● What you will do
From the listing below, output only the lines starting at the line that has "index mcp: (259, 240)" and ending at the line that has "pinky dip: (326, 269)", exactly as they appear, ends included.

● Data section

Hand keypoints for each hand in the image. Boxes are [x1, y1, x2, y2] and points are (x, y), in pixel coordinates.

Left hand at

---

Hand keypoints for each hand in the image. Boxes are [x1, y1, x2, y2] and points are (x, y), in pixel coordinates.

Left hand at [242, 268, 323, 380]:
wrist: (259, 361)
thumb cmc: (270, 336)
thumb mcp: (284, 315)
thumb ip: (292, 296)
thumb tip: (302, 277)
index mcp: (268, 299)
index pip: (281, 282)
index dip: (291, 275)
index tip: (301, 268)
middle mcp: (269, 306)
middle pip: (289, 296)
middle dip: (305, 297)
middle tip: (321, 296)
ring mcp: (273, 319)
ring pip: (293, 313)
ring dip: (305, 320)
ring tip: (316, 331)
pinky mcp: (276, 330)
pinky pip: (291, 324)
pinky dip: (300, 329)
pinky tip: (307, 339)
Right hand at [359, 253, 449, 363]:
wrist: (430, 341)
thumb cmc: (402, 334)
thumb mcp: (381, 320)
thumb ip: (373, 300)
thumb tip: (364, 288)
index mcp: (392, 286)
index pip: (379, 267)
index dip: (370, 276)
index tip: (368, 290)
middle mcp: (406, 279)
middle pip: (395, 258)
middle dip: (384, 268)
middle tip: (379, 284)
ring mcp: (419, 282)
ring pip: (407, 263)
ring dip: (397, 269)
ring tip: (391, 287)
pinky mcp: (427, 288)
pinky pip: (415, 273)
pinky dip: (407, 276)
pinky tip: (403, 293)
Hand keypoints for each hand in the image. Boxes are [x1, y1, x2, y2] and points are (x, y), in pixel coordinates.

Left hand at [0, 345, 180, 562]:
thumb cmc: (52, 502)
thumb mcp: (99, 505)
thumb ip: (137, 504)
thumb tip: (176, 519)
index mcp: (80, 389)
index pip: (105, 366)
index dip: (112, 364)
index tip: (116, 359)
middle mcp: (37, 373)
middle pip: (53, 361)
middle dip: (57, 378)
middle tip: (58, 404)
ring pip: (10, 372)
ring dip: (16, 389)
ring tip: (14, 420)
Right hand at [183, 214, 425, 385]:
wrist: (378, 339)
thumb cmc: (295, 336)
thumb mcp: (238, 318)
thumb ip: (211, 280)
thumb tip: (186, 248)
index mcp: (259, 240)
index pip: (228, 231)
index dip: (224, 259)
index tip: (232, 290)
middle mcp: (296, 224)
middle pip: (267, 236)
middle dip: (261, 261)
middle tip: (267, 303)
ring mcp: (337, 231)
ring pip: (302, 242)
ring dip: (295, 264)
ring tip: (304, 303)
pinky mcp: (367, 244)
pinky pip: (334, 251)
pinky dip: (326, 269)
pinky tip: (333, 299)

● Task answer
index mcp: (259, 240)
index pip: (228, 231)
index dip: (224, 259)
index tip: (232, 290)
middle mcp: (296, 224)
middle pip: (267, 236)
middle dip: (261, 261)
middle tip: (267, 303)
ring mcp: (337, 231)
ring pip: (302, 242)
ring dip: (295, 264)
ring tip: (304, 303)
pinky mcp: (367, 244)
pinky pip: (334, 251)
pinky dip: (326, 269)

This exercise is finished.